Go through the listing and return every line with "graph" in it.

---------- Source data ----------

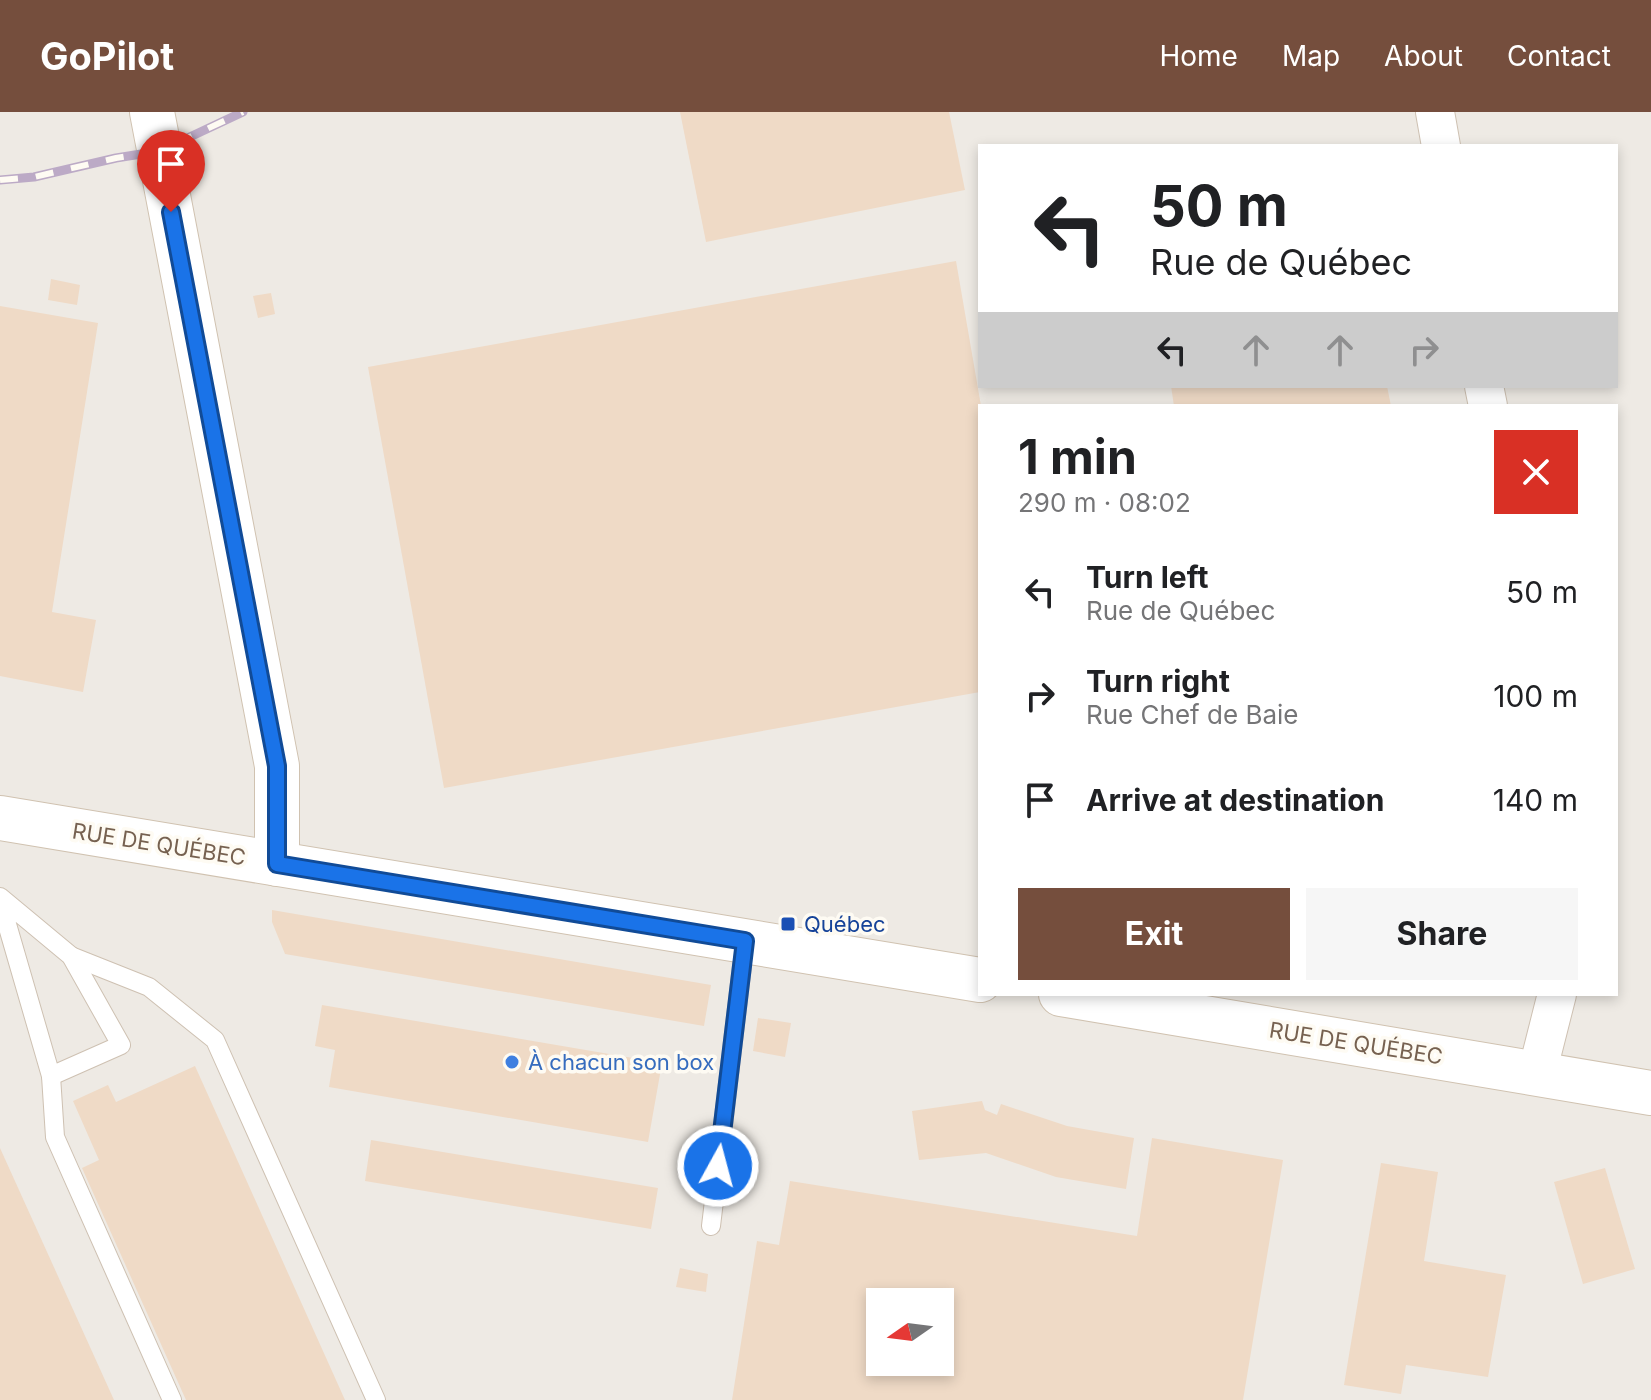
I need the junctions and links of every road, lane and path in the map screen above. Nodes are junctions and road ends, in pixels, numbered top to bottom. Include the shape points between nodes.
1 (152, 112) edge
2 (1435, 112) edge
3 (1441, 144) edge
4 (1, 826) edge
5 (277, 864) junction
6 (0, 898) edge
7 (745, 941) junction
8 (71, 956) junction
9 (978, 980) edge
10 (1073, 996) edge
11 (1556, 996) edge
12 (1537, 1073) junction
13 (51, 1076) junction
14 (1651, 1093) edge
15 (711, 1226) dead end
16 (172, 1400) edge
17 (376, 1400) edge

1 - 5 street via 277,766
2 - 3 street
4 - 5 street, RUE DE QUÉBEC
5 - 7 street, RUE DE QUÉBEC
6 - 8 lane
6 - 13 lane
7 - 9 street, RUE DE QUÉBEC
7 - 15 lane
8 - 13 lane via 121,1045
8 - 17 lane via 149,987 215,1040
10 - 12 street, RUE DE QUÉBEC
11 - 12 street
12 - 14 street, RUE DE QUÉBEC
13 - 16 lane via 55,1137

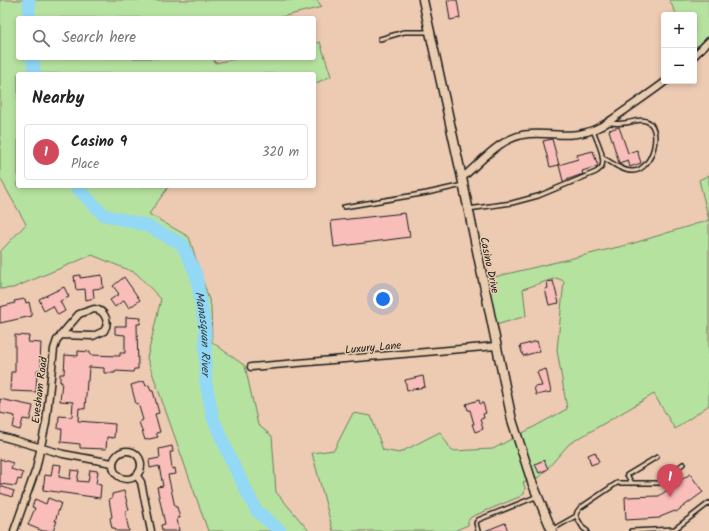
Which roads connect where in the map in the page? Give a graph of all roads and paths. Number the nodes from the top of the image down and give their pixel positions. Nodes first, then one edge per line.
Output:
1 (423, 0) edge
2 (430, 32) junction
3 (380, 39) dead end
4 (709, 41) edge
5 (697, 53) edge
6 (662, 84) edge
7 (609, 123) junction
8 (593, 130) junction
9 (602, 158) junction
10 (463, 181) junction
11 (344, 207) dead end
12 (468, 209) junction
13 (61, 335) junction
14 (496, 346) junction
15 (251, 367) dead end
16 (0, 436) edge
17 (40, 448) junction
18 (657, 457) dead end
19 (112, 463) junction
20 (684, 464) dead end
21 (137, 476) junction
22 (632, 483) junction
23 (538, 496) junction
24 (709, 503) edge
25 (576, 516) junction
26 (14, 531) edge
27 (151, 531) edge
28 (478, 531) edge
29 (552, 531) edge
30 (587, 531) edge
31 (631, 531) edge

1 - 2 street, Casino Drive
2 - 3 lane
2 - 10 street, Casino Drive
4 - 5 street
6 - 7 street
7 - 8 street
7 - 9 lane
8 - 9 lane
8 - 10 street
9 - 12 lane
10 - 11 lane
10 - 12 street, Casino Drive
12 - 14 street, Casino Drive
13 - 13 street, Evesham Road
13 - 17 street, Evesham Road
14 - 15 street, Luxury Lane
14 - 23 street, Casino Drive
16 - 17 street
17 - 19 street
17 - 26 street, Evesham Road
18 - 22 lane
19 - 21 street
19 - 21 street
20 - 22 lane
21 - 27 street
22 - 25 lane
23 - 28 lane
23 - 29 street, Casino Drive
24 - 31 lane
25 - 29 lane
25 - 30 lane

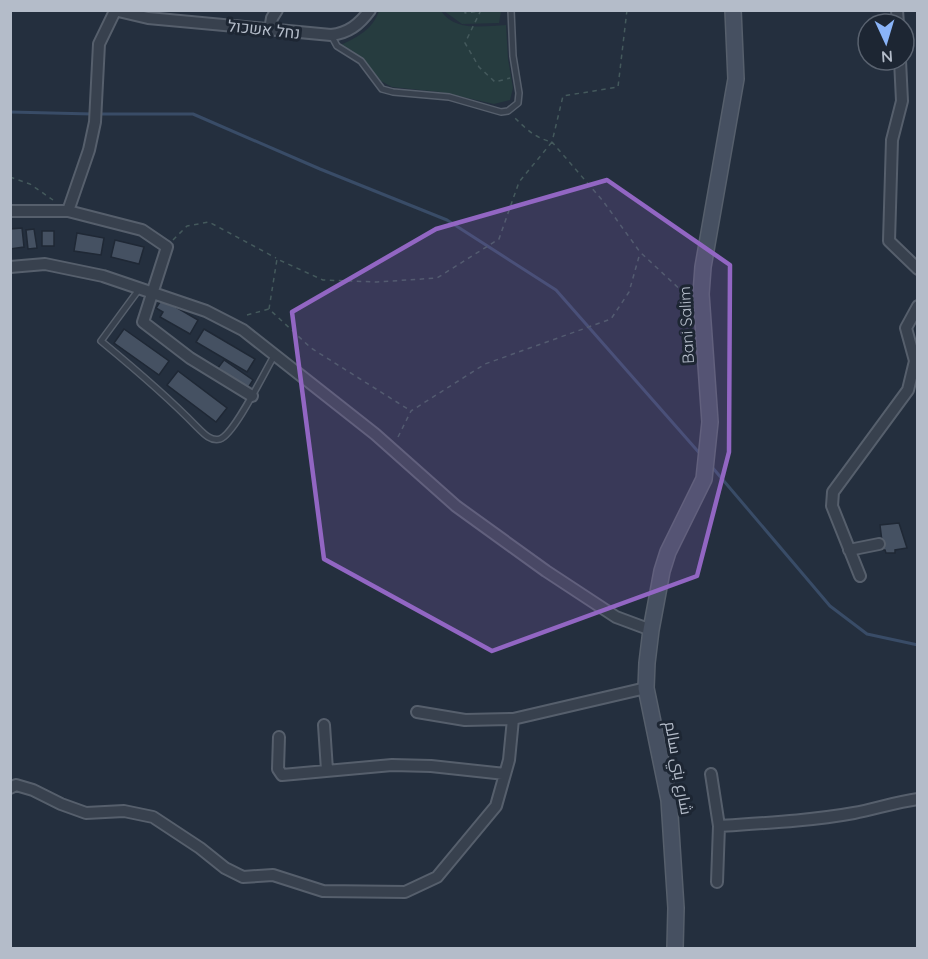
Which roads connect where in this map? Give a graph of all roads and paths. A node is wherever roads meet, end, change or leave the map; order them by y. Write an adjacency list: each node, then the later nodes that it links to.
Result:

----------

Written reply:
Which roads connect where in the map in the page? Give a graph of all roads and paths. Number the nodes from the top of the image down and give their pixel positions. Nodes first, then one edge per line.
Which roads connect where in this map? Give a graph of all roads and paths. A node is wherever roads meet, end, change or leave the map; order them by y. Write an adjacency list: each node, then the later nodes that it links to.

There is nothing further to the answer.